Sgabuzzino

So bene che è un errore vivere nell’aspettativa: un evento atteso che si verifica perde di forza; un evento atteso che non si verifica delude e riempie di frustrazione. Meglio attendere il vuoto, lasciarsi aperti a ciò che arriva: se arriva qualcosa, qualsiasi cosa, sarà bello; se non arriva, bene lo stesso, si gode ciò che c’è, o la serenità dell’assenza.

Quando attendo con ansia un accadere che non giunge a compimento la delusione del momento è solo un piccolo frammento del dolore che mi provoco. Dopo, passato del tempo, torno con la mente a ciò che non è successo e mi arrovello: come sarebbe potuto andare? come sarebbe dovuto andare? soprattutto, perché non è andato?
Allora trovo colpe inesistenti per accusarmi del mancato compiersi; non è accaduto perché il destino o chi per lui ha voluto punirmi. Punirmi di cosa? Chissà.
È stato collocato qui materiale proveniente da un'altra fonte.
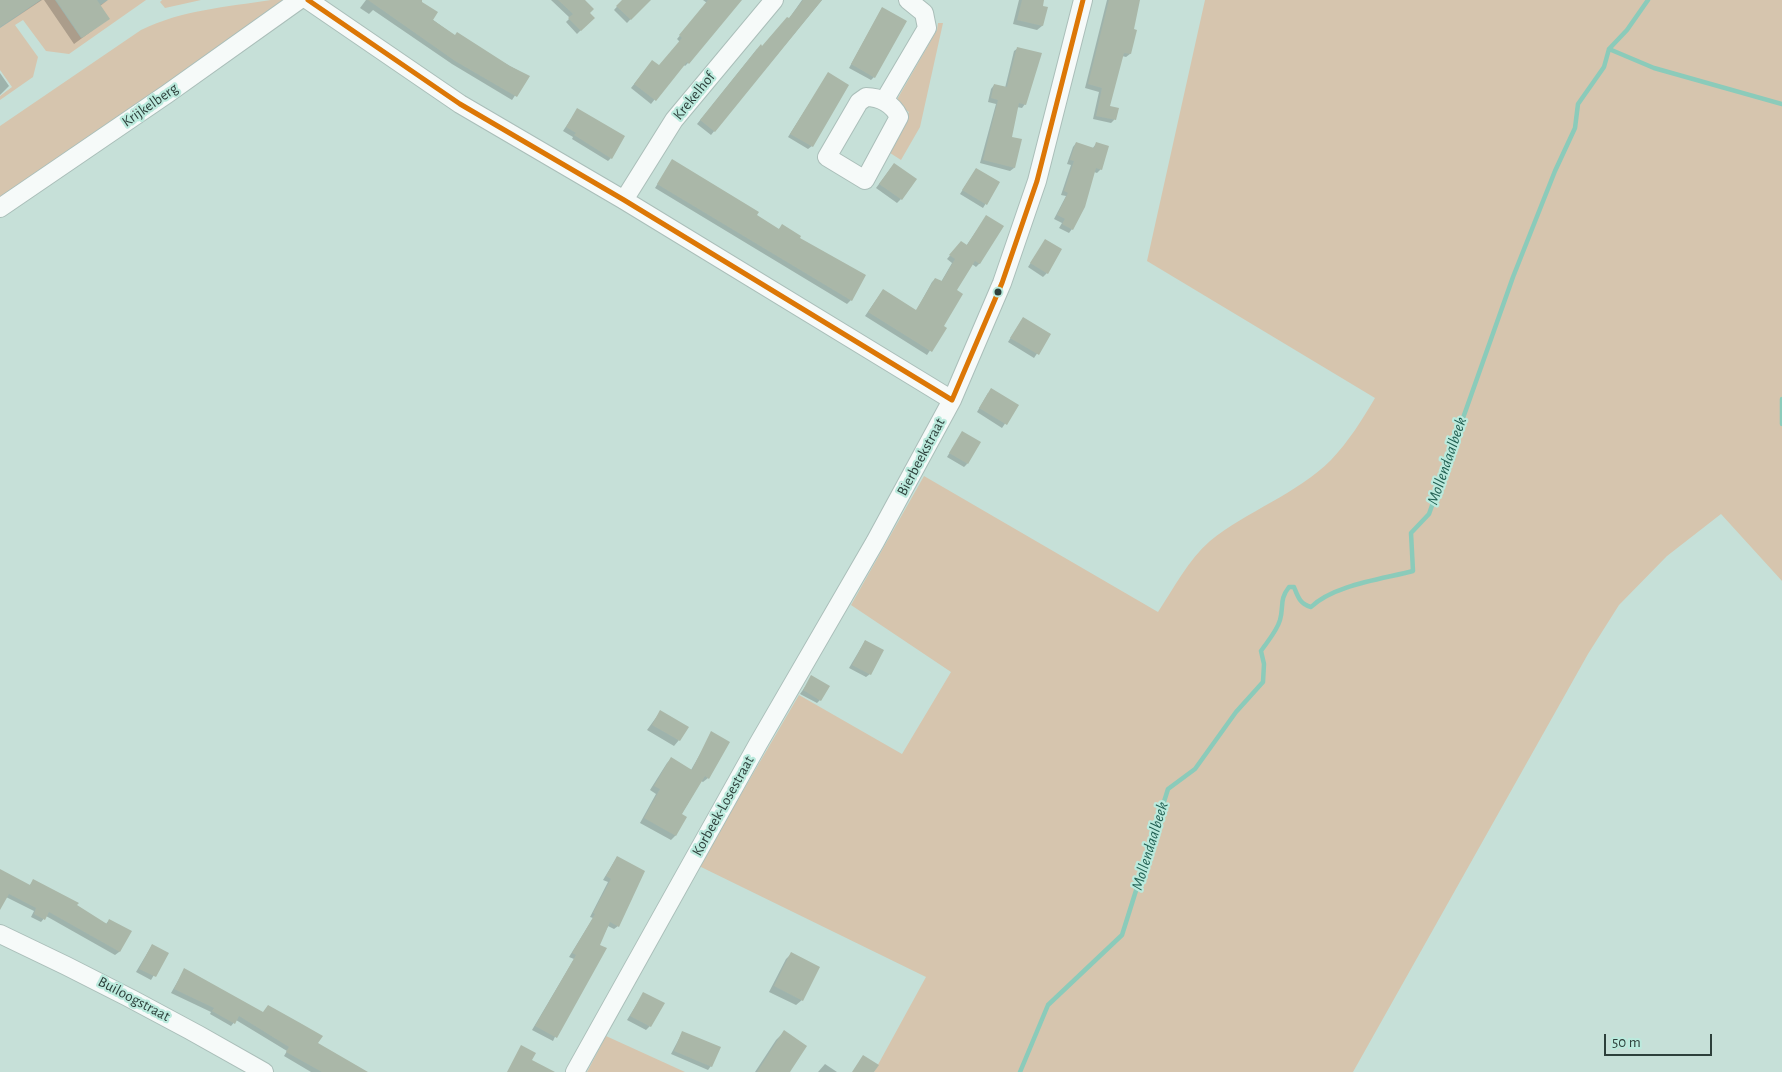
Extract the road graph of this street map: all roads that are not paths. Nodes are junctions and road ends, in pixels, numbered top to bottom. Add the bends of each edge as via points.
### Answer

Di aver desiderato, ovvero di esistere, concludo spesso, perché altre colpe non ne trovo.
Così mi fustigo nella mia mente, mi rammarico e mi avvolgo nelle spine del sentirmi indegna.

Ancora non riesco a porre termine all’istante a questo inutile esercizio di odio verso me stessa. Mi ci vuole ancora del tempo, durante il quale cerco di farmi del male o penso che dovrei farmi del male e in ogni caso sto decisamente male e non faccio che pensare pensieri bui per farmi stare ancora più male. Poi ne esco, alla luce del sole, e torno a sorridere di me stessa e di queste sciocchezze.
Come una mosca che sbatte sul muro e infine trova lo spiraglio della finestra.
A volte basta che esca fisicamente da dove mi trovo e respiri aria pulita; o che riordini tutta la casa da cima a fondo, riordinando così anche i pensieri; o che parli con qualcuno, magari chiedendo se il fatto che qualcosa non sia accaduto sia stato effettivamente una punizione voluta e cercata. La risposta è sempre no, è solo andata così; allora prendo fiato, ricomincio a vivere, e torno a cercare un modo più veloce per trovare lo spiraglio di uscita, invece di insistere a sbattere nei meandri bui dello sgabuzzino della mia mente.